* **DATA LISTING**:
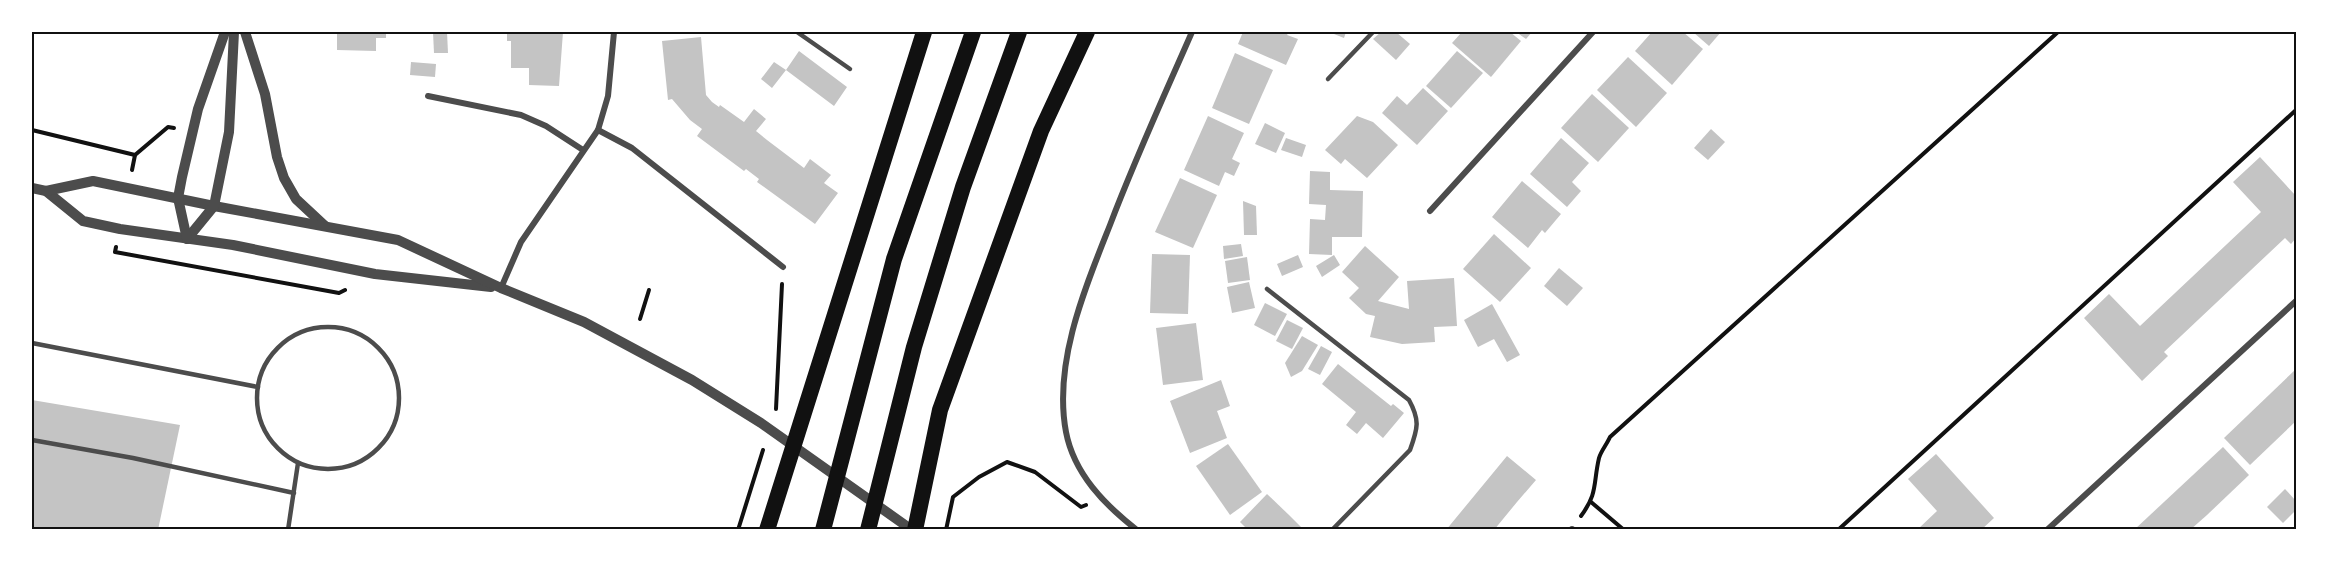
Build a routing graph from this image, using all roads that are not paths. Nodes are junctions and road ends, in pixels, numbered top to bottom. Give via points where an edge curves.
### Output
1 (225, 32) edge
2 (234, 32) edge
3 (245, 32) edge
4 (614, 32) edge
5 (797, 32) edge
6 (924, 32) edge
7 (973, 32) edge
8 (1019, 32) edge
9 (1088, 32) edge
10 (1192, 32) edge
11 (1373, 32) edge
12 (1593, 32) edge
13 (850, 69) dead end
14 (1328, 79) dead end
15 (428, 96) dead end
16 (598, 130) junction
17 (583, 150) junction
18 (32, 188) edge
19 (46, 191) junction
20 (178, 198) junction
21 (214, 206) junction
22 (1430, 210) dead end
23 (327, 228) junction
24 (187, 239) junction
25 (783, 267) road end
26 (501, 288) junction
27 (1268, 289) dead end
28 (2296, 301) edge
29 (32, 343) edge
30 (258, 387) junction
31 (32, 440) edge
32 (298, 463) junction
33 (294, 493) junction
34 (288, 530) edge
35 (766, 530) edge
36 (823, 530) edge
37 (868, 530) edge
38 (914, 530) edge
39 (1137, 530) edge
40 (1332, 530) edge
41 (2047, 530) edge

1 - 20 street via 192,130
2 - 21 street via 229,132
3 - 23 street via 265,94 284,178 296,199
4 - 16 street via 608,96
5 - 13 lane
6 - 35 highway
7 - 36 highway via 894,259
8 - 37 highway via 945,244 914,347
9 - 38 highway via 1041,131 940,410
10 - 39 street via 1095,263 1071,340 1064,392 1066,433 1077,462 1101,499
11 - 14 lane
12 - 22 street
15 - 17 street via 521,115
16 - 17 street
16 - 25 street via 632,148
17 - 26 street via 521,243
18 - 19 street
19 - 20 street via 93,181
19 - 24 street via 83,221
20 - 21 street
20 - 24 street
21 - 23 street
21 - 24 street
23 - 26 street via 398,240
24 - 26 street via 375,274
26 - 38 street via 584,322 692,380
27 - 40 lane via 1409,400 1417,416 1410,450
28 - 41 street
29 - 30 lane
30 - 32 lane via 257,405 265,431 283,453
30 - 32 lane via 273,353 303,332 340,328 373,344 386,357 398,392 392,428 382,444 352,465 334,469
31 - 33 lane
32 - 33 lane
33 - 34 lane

* **ASSIGNMENT**:
An exact copy of all the records is required, with the pictures omitted.

* **COMPLETED EXERCISE**:
Build a routing graph from this image, using all roads that are not paths. Nodes are junctions and road ends, in pixels, numbered top to bottom. Give via points where an edge curves.
### Output
1 (225, 32) edge
2 (234, 32) edge
3 (245, 32) edge
4 (614, 32) edge
5 (797, 32) edge
6 (924, 32) edge
7 (973, 32) edge
8 (1019, 32) edge
9 (1088, 32) edge
10 (1192, 32) edge
11 (1373, 32) edge
12 (1593, 32) edge
13 (850, 69) dead end
14 (1328, 79) dead end
15 (428, 96) dead end
16 (598, 130) junction
17 (583, 150) junction
18 (32, 188) edge
19 (46, 191) junction
20 (178, 198) junction
21 (214, 206) junction
22 (1430, 210) dead end
23 (327, 228) junction
24 (187, 239) junction
25 (783, 267) road end
26 (501, 288) junction
27 (1268, 289) dead end
28 (2296, 301) edge
29 (32, 343) edge
30 (258, 387) junction
31 (32, 440) edge
32 (298, 463) junction
33 (294, 493) junction
34 (288, 530) edge
35 (766, 530) edge
36 (823, 530) edge
37 (868, 530) edge
38 (914, 530) edge
39 (1137, 530) edge
40 (1332, 530) edge
41 (2047, 530) edge

1 - 20 street via 192,130
2 - 21 street via 229,132
3 - 23 street via 265,94 284,178 296,199
4 - 16 street via 608,96
5 - 13 lane
6 - 35 highway
7 - 36 highway via 894,259
8 - 37 highway via 945,244 914,347
9 - 38 highway via 1041,131 940,410
10 - 39 street via 1095,263 1071,340 1064,392 1066,433 1077,462 1101,499
11 - 14 lane
12 - 22 street
15 - 17 street via 521,115
16 - 17 street
16 - 25 street via 632,148
17 - 26 street via 521,243
18 - 19 street
19 - 20 street via 93,181
19 - 24 street via 83,221
20 - 21 street
20 - 24 street
21 - 23 street
21 - 24 street
23 - 26 street via 398,240
24 - 26 street via 375,274
26 - 38 street via 584,322 692,380
27 - 40 lane via 1409,400 1417,416 1410,450
28 - 41 street
29 - 30 lane
30 - 32 lane via 257,405 265,431 283,453
30 - 32 lane via 273,353 303,332 340,328 373,344 386,357 398,392 392,428 382,444 352,465 334,469
31 - 33 lane
32 - 33 lane
33 - 34 lane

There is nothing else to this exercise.